● PROVIDED INFORMATION:
= Beginning of Section =

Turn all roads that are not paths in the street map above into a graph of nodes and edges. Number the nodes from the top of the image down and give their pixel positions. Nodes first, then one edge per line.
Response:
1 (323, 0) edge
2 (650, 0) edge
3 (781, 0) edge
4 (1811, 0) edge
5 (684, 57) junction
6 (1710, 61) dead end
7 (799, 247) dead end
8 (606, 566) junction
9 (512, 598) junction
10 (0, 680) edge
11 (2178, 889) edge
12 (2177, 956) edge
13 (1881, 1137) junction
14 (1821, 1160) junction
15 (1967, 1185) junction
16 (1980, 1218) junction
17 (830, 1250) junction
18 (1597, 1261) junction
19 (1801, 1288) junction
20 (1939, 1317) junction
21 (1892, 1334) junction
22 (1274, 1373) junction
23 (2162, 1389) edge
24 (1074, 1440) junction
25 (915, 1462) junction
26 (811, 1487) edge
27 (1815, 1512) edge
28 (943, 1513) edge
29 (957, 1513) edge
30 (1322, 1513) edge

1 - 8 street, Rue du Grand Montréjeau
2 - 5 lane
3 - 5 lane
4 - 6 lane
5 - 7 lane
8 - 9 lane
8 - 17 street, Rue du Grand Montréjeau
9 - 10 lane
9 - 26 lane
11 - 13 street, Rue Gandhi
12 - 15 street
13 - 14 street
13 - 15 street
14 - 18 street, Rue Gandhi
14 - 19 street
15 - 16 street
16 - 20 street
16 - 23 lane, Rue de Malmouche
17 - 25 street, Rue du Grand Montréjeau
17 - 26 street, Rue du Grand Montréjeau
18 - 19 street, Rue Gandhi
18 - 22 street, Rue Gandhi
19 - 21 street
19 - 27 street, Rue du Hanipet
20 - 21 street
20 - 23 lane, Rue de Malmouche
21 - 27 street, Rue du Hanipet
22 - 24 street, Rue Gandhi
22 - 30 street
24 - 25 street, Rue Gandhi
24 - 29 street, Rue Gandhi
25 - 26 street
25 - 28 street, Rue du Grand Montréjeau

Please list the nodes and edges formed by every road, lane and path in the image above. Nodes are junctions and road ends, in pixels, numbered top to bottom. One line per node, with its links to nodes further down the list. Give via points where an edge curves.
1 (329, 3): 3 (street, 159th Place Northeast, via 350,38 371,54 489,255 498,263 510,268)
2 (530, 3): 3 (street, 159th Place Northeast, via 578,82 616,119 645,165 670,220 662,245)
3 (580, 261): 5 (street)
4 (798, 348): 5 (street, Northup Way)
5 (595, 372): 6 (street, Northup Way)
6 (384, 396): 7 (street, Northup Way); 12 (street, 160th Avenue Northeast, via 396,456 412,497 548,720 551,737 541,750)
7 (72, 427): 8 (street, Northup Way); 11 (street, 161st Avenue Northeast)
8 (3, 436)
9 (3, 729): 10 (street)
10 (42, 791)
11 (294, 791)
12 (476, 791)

= End of Section =

● TASK GOAL: Give the listing again in its entirety, exactly as written.

● WRITTEN ANSWER:
Turn all roads that are not paths in the street map above into a graph of nodes and edges. Number the nodes from the top of the image down and give their pixel positions. Nodes first, then one edge per line.
Response:
1 (323, 0) edge
2 (650, 0) edge
3 (781, 0) edge
4 (1811, 0) edge
5 (684, 57) junction
6 (1710, 61) dead end
7 (799, 247) dead end
8 (606, 566) junction
9 (512, 598) junction
10 (0, 680) edge
11 (2178, 889) edge
12 (2177, 956) edge
13 (1881, 1137) junction
14 (1821, 1160) junction
15 (1967, 1185) junction
16 (1980, 1218) junction
17 (830, 1250) junction
18 (1597, 1261) junction
19 (1801, 1288) junction
20 (1939, 1317) junction
21 (1892, 1334) junction
22 (1274, 1373) junction
23 (2162, 1389) edge
24 (1074, 1440) junction
25 (915, 1462) junction
26 (811, 1487) edge
27 (1815, 1512) edge
28 (943, 1513) edge
29 (957, 1513) edge
30 (1322, 1513) edge

1 - 8 street, Rue du Grand Montréjeau
2 - 5 lane
3 - 5 lane
4 - 6 lane
5 - 7 lane
8 - 9 lane
8 - 17 street, Rue du Grand Montréjeau
9 - 10 lane
9 - 26 lane
11 - 13 street, Rue Gandhi
12 - 15 street
13 - 14 street
13 - 15 street
14 - 18 street, Rue Gandhi
14 - 19 street
15 - 16 street
16 - 20 street
16 - 23 lane, Rue de Malmouche
17 - 25 street, Rue du Grand Montréjeau
17 - 26 street, Rue du Grand Montréjeau
18 - 19 street, Rue Gandhi
18 - 22 street, Rue Gandhi
19 - 21 street
19 - 27 street, Rue du Hanipet
20 - 21 street
20 - 23 lane, Rue de Malmouche
21 - 27 street, Rue du Hanipet
22 - 24 street, Rue Gandhi
22 - 30 street
24 - 25 street, Rue Gandhi
24 - 29 street, Rue Gandhi
25 - 26 street
25 - 28 street, Rue du Grand Montréjeau

Please list the nodes and edges formed by every road, lane and path in the image above. Nodes are junctions and road ends, in pixels, numbered top to bottom. One line per node, with its links to nodes further down the list. Give via points where an edge curves.
1 (329, 3): 3 (street, 159th Place Northeast, via 350,38 371,54 489,255 498,263 510,268)
2 (530, 3): 3 (street, 159th Place Northeast, via 578,82 616,119 645,165 670,220 662,245)
3 (580, 261): 5 (street)
4 (798, 348): 5 (street, Northup Way)
5 (595, 372): 6 (street, Northup Way)
6 (384, 396): 7 (street, Northup Way); 12 (street, 160th Avenue Northeast, via 396,456 412,497 548,720 551,737 541,750)
7 (72, 427): 8 (street, Northup Way); 11 (street, 161st Avenue Northeast)
8 (3, 436)
9 (3, 729): 10 (street)
10 (42, 791)
11 (294, 791)
12 (476, 791)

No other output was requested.